University of Maryland, campus

Very often, I am looking – and I am sure that many actual professional particle physicists are looking – at various exclusion charts with many bins. The expected number of events dramatically decreases for high energy (whether it is the effective mass or some invariant mass of a few particles etc. on the x-axis) and there are a few events with a very high energy that belong to the tail of the distribution. Their number and/or their energy looks a bit higher than one would expect and many of us would surely love to know how much special those events and their small collectives are.

See the ATLAS 1,600 GeV events for a recent example.

I have developed a set of conventions to address all these questions and in my opinion, many such measurements should be reorganized into these new K-S graphs; I've chosen this modest name for the Motl graphs because Tommaso Dorigo told me about related Kolmogorov-Smirnov tests in statistics.

How does it work?

It's simple. You calculate (in some way) your theoretically predicted probability distribution for the events as a function of energy \(E\). It may be \(m_\text{eff}\) or \(m_\text{invariant}\) or another kind of mass or energy that is represented by the \(x\)-axis of some graphs whose \(y\)-axis tells us about the number of events in individual bins.

Now, you use this theoretically predicted PDF (probability distribution function) to calculate the expected energy \(E_n\) of the \(n\)-th highest-energy event in the sample. You calculate the 1-sigma, 2-sigma, and 3-sigma bands around this \(E_n\) as well. I am confident that all these things may be fully computed from the original statistical distribution and nothing else. The process of calculation requires you to compute the CDF, the cumulative probability function (the integral of the PDF) and its inverse.

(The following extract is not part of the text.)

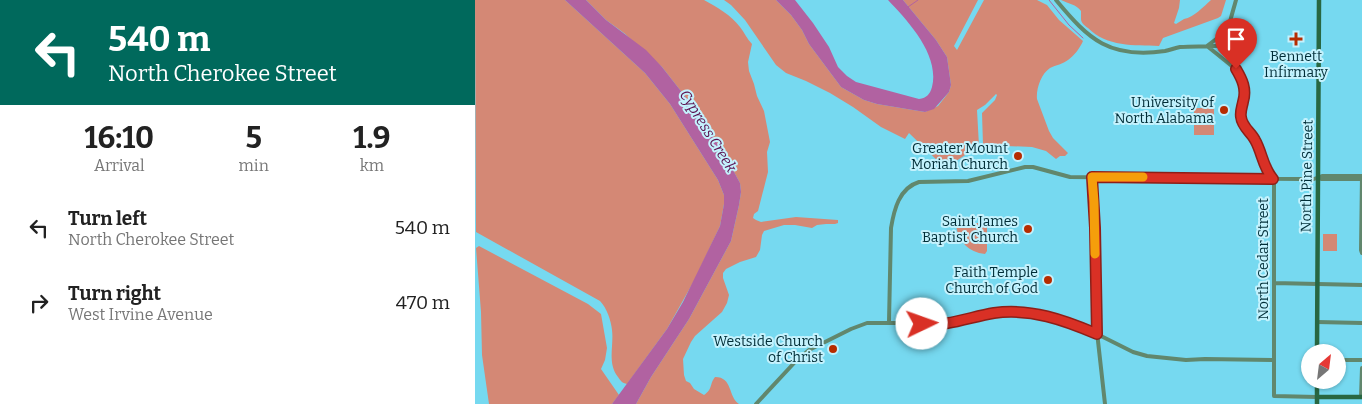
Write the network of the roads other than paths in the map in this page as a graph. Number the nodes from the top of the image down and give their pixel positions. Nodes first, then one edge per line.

You draw the K-S chart. On the \(x\)-axis, you have \(\log(n)\) and the bar between \(\log(n)\) and \(\log(n+1)\) represents the energy of the \(n\)-th highest-energy event in the sample. A black curve depicts the actual energy of the \(n\)-th highest-energy measured event while the Brazil bands (perhaps with another, 3-sigma colorful band) tell you about the expectations. A large, 3-sigma etc. deviation for any \(x\) i.e. the order of the event's energy, represents an interesting signal. Obviously, you can't add the statistical significance of nearby columns because they're not independent.

The resulting graph may look like this:

Click to zoom in and imagine that \(\log(n)\) is on the \(x\)-axis while energy \(E\) is on the \(y\)-axis.
Get the PDF printout of the Mathematica notebook that calculated those things...
This is an example for 1000 events in a very simple distribution – an exponentially decaying one. The big rectangular box on the left side is the energy of the highest-energy event. The blue level in the middle is the theoretically predicted mean value of the highest-energy event. The green and yellow (i.e. Brazil) bands are the usual 1-sigma and 2-sigma intervals. The second smaller box is for the second highest-energy event, and so on, up to the 1000th highest-energy event on the right side (where they become dense).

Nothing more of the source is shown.